Flux Sunday, January 4th

Saturday, January 17, 2009 Leave a Comment

EAGLES RETURN

And so do we, to our weekly workshop Flux Sundays. And the first FS of the new year featured the return of playwrights Erin Browne and David Ian Lee, both of whom had been too long absent. These returns were all more welcome than the eagle's hungry return to Prometheus haunting Aaron Michael Zook's We Are Burning, nor the other homecomings featured in many of this Sunday's scenes.

WHEN THE MYTH MOVES IN
Aaron's scene tore even further the wall previously separating the mythic from the mundane in his play of love, Greeks and fire, We Are Burning. Our misbegotten lovers Will and Lucy continued their dance around each other as Prometheus and Io drew ever closer to their everyday world.

HOME COMINGS
Birds of a different sort came to roost with the first scene of David Ian Lee's Long Sought, More Perfect. Nora Hummel played the fiery and haughty activist daughter come back to claim a mighty inheritance, only to be attacked from all sides by Richard Watson's bourbon laced developer B.J., David Crommett's cool as ice lawyer Buchanan, Ken Glickfeld's warmly evasive estate steward Rodney, and Corey Ann Haydu's hilariously indifferent daughter Heather.
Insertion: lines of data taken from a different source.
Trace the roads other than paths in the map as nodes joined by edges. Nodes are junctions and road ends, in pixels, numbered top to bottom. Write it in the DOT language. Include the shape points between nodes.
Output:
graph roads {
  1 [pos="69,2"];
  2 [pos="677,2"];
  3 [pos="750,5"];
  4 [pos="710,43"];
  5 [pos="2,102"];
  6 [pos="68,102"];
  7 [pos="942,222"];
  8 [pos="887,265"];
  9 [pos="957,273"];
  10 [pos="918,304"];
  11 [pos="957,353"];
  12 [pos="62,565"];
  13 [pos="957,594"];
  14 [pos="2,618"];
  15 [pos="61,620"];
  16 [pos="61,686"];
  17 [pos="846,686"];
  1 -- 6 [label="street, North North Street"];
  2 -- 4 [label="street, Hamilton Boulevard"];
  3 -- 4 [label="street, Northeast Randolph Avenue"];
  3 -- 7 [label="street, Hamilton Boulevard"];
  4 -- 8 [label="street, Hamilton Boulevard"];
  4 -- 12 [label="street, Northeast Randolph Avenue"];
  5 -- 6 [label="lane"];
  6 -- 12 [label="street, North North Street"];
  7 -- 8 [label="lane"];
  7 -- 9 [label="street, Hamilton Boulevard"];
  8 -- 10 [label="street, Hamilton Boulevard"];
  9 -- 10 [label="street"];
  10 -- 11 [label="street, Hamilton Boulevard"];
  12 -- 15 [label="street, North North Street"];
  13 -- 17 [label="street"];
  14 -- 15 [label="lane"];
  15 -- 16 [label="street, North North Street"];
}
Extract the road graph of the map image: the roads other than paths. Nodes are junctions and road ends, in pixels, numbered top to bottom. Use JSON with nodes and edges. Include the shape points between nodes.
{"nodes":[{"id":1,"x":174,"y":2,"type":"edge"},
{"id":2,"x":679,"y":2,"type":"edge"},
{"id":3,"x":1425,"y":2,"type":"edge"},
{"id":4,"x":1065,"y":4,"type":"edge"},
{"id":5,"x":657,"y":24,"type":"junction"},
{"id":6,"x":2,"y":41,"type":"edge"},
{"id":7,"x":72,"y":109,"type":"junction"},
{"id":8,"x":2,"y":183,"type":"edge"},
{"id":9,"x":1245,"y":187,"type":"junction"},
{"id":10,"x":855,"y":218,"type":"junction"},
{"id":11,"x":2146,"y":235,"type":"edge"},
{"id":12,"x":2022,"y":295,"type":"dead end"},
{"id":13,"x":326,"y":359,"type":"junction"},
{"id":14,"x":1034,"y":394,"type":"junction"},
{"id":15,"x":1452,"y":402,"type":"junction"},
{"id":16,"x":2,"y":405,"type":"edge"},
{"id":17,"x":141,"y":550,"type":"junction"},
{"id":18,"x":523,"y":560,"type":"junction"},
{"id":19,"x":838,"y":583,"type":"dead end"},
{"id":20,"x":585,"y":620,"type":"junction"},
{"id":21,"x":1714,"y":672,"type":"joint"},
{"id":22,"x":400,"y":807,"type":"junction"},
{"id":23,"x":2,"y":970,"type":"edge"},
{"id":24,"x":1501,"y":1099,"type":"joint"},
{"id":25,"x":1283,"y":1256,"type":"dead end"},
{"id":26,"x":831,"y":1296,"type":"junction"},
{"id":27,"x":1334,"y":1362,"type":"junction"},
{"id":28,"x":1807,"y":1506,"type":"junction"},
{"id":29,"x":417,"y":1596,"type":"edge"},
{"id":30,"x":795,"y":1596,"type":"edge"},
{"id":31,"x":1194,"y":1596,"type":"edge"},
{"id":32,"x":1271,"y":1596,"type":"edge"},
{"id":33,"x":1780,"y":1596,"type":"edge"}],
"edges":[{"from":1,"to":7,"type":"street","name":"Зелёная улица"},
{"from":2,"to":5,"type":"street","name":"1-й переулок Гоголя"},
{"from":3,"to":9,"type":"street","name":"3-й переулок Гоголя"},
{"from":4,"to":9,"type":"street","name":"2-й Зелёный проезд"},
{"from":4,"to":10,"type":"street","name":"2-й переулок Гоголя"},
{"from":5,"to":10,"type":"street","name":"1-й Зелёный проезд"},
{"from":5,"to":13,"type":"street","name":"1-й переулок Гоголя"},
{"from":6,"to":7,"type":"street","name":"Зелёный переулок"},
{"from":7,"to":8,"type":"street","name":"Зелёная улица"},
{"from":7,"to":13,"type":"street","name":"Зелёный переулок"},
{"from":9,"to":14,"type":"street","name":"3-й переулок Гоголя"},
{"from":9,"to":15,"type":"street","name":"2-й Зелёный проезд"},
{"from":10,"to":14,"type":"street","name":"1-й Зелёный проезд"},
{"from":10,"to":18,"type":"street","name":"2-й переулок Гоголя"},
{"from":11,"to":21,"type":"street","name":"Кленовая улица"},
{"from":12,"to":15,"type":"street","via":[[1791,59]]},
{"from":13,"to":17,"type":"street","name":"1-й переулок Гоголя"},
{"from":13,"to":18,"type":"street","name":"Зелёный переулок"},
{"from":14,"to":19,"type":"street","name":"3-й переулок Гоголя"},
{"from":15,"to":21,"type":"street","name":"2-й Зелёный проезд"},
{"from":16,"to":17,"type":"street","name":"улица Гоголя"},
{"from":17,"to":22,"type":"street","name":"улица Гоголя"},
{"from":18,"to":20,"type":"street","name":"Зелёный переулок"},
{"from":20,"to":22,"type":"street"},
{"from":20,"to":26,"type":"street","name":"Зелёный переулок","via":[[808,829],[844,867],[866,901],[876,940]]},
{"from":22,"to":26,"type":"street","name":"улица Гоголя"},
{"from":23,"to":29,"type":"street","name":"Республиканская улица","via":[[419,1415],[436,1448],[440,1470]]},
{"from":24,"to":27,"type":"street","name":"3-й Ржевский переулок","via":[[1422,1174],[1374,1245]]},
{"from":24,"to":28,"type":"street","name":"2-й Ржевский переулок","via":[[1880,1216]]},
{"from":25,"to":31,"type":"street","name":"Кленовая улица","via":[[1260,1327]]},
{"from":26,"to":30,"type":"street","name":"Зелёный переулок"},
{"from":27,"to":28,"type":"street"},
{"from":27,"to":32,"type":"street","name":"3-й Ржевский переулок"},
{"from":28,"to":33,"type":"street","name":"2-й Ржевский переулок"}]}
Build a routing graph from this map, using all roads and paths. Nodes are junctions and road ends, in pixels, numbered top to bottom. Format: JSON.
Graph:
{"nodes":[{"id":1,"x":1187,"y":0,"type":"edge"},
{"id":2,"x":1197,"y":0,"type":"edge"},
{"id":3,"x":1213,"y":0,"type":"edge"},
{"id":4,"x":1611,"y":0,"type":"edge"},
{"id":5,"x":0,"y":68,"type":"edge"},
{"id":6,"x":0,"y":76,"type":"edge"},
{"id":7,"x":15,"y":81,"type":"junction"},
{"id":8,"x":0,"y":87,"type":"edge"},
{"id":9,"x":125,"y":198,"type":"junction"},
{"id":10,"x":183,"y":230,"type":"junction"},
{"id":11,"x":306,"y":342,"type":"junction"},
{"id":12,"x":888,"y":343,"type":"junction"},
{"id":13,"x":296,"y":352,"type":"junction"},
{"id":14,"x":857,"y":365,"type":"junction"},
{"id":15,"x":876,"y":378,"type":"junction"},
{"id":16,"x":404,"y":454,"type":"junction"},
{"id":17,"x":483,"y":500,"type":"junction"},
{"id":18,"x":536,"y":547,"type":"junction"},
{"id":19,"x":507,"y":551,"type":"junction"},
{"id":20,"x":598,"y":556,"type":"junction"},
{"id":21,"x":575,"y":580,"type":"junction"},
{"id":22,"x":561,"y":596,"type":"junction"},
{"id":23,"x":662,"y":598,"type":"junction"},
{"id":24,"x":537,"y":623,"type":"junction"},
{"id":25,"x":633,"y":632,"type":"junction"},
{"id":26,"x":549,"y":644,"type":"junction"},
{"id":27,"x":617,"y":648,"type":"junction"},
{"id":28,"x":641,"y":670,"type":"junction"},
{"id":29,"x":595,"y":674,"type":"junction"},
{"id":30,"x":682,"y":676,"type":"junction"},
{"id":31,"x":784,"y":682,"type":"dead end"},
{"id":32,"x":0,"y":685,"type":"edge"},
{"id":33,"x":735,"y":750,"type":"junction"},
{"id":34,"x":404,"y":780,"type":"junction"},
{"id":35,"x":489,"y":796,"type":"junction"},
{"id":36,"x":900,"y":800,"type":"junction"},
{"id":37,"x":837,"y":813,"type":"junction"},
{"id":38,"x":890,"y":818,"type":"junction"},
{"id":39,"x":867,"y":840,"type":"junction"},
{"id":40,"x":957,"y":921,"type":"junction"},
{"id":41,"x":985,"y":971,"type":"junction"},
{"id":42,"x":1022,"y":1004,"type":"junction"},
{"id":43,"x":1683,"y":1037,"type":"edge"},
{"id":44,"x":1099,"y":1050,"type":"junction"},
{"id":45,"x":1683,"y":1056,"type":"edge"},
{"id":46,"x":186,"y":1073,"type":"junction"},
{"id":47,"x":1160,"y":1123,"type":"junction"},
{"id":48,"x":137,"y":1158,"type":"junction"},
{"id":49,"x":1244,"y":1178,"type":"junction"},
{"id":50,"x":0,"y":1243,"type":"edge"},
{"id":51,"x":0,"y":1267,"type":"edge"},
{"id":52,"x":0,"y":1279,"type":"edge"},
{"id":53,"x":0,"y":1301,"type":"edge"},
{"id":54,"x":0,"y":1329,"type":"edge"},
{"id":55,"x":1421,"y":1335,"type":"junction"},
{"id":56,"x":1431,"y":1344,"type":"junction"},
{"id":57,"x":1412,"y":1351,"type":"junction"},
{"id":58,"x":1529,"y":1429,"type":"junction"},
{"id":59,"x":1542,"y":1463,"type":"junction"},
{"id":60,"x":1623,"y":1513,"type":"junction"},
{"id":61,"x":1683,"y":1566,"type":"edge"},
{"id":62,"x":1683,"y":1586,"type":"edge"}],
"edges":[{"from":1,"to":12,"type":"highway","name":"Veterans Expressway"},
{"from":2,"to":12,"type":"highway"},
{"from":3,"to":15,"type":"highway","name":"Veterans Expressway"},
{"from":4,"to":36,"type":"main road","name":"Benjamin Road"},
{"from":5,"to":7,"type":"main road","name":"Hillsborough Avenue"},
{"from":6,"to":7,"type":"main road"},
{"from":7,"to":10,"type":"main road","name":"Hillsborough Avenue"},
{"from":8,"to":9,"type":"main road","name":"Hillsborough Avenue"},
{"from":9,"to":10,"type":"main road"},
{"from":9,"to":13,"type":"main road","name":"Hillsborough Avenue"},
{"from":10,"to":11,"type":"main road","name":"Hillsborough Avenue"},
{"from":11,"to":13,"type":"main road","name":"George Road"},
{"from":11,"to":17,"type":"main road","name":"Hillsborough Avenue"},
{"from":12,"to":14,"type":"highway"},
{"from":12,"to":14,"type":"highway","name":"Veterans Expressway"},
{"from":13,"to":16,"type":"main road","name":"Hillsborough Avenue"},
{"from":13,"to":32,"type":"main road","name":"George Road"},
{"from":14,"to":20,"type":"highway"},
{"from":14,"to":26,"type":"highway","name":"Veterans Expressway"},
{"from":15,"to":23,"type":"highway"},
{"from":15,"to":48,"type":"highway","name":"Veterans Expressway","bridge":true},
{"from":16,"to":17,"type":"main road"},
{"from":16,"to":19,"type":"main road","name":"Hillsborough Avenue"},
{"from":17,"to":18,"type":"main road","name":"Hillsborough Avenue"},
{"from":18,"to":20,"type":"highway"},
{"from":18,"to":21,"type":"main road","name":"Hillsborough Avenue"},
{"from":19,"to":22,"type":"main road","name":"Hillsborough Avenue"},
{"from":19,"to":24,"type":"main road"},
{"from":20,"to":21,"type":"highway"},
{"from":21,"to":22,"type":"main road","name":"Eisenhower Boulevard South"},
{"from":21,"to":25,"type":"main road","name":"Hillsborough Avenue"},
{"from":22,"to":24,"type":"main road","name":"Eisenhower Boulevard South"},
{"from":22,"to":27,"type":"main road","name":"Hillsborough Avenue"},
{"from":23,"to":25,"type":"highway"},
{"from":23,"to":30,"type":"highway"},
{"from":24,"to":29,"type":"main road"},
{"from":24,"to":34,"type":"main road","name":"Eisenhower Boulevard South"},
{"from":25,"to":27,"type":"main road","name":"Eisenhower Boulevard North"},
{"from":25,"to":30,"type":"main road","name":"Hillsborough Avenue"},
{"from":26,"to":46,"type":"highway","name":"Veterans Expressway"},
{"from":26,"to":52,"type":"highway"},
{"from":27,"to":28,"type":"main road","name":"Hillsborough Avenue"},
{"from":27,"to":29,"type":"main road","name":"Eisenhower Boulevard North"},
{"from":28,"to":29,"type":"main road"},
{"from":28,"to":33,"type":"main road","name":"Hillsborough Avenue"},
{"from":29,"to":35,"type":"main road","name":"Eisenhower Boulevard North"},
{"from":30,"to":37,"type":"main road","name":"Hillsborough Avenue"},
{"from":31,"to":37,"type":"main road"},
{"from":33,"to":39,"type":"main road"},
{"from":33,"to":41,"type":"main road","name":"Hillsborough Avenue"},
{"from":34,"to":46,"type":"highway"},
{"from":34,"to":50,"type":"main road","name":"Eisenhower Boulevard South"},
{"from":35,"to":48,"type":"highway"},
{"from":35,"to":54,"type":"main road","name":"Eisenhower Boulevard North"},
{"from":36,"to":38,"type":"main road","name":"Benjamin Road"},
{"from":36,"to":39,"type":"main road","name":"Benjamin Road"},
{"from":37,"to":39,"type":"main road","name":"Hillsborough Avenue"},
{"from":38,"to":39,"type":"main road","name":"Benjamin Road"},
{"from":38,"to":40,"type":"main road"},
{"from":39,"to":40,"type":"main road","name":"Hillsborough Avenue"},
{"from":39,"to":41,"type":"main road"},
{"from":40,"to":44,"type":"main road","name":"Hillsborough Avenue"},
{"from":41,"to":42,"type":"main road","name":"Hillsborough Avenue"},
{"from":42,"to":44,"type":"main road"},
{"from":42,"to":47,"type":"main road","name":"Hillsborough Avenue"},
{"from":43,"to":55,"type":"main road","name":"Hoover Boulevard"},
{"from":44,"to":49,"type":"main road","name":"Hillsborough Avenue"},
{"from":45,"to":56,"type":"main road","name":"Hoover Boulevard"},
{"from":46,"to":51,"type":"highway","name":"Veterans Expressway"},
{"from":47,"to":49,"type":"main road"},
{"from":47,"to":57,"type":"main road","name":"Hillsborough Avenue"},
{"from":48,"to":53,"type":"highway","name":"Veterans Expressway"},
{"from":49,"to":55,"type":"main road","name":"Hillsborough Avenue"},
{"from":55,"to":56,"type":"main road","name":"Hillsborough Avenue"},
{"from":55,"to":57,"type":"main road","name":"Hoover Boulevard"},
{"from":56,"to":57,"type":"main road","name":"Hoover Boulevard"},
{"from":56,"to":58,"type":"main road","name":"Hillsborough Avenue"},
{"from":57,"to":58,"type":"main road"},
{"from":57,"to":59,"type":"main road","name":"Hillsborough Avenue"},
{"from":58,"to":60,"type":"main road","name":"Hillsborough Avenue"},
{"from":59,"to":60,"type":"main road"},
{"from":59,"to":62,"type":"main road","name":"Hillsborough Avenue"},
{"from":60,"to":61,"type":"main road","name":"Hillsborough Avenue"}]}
David's themes of power and ownership of identity, so well explored in Sleeper, return here in a more stately (so far) key, though the white gloves did begin to come off near the end.

WHEN LOVE COMES TO TOWN
A very different home coming was portrayed in Erin Browne's latest scene, where old friends who may have been lovers linked by a violent past try to negotiate a visit full of old regret and desire. Christina Shipp's Antonia and Rebecca McHugh's Julie found the human longing in the slipstream of Erin's stream of consciousness monologues, and awkwardly self-conscious scenes.

In different happily keys, we read a rewritten scene from Rob Ackerman's kinetically funny Volleygirls and a new scene from Corey Ann Haydu's darkly comic Wife.

2009, all right.

1 comments »

  • Emily Owens PR said:  

    "When the Myth Moves In" sounds awesome!